Judas was among those who went out and performed miracles at Our Lord’s command. He had seen and heard everything that the other eleven Apostles saw and heard. And it’s not as if Judas was the only Apostle to have sinned. All of them ran away when Our Lord was arrested, and Peter went on to deny that he even knew Jesus.
So why did Peter go on to lead the Church, while Judas hanged himself? Well, I think part of the answer comes in the way Peter responded to his sin compared to the way Judas did. When Peter realised what he had done he was mortified, he broke down and wept tears of repentance. And as he prayed for divine mercy, he began to understand how deeply Our Lord loved him and had forgiven him.

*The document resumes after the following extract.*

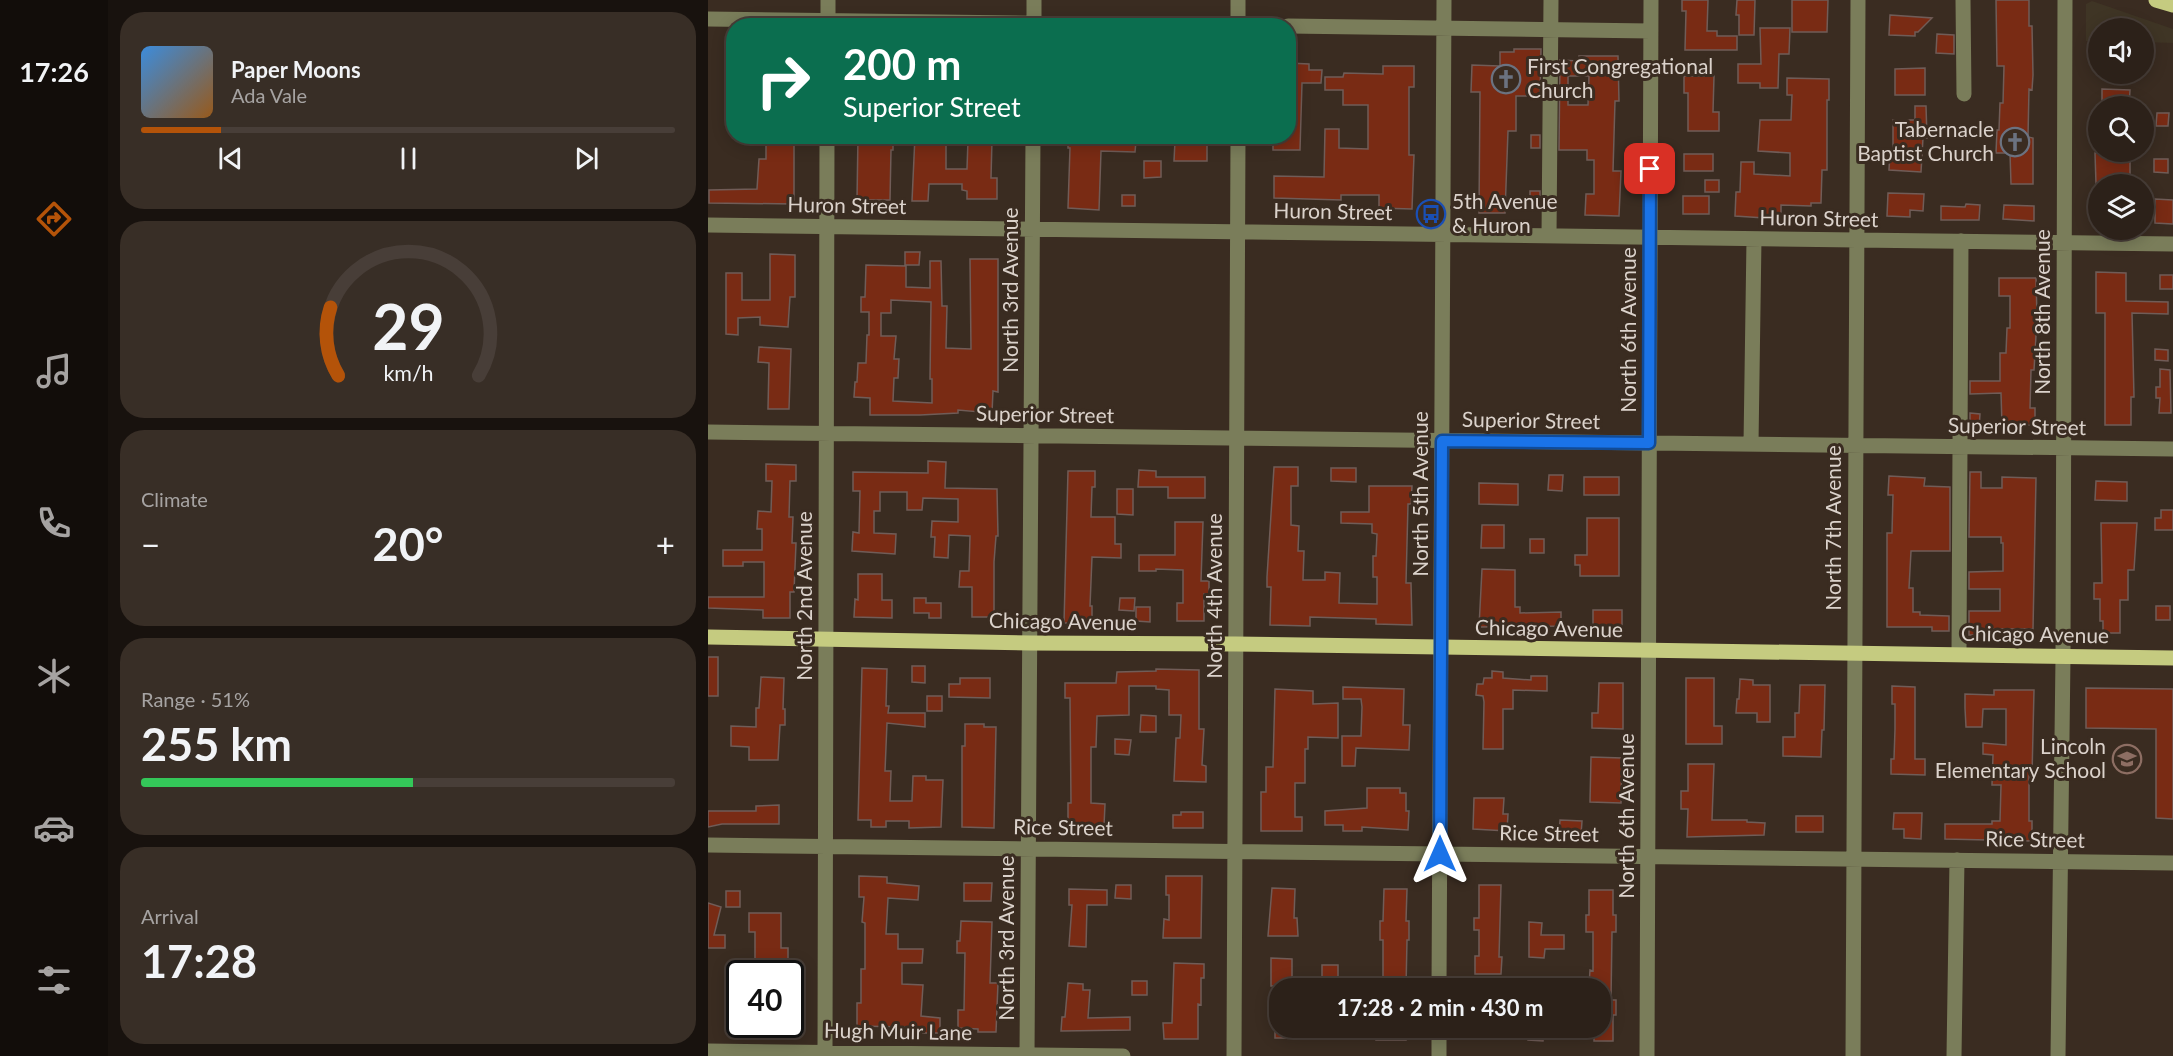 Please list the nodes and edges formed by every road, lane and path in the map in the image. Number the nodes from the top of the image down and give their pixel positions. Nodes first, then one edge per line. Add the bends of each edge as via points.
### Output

In contrast, when Judas realised that he had betrayed an innocent man, he couldn’t get past the guilt and self-hatred to embrace God’s mercy. He couldn’t believe that God would ever forgive him. He simply couldn’t get past the overwhelming guilt which led him to such despair.
And so, what’s the lesson in this for us? Well, like Peter and Judas we are sinners. We have all betrayed the Lord at various times in our lives. Like St. Peter we admit our sin when the Holy Spirit shines his light on it, and we seek God’s forgiveness in repentance. Once we confess our sins, we are forgiven, no matter how great the sin we have committed. In fact, there is nothing in all of creation that is so big or so horrible that it can separate us from God’s unconditional love and mercy. There is no need for lingering guilt or shame—and certainly no need to despair for our lives. God knows our weakness, but he loves us anyway.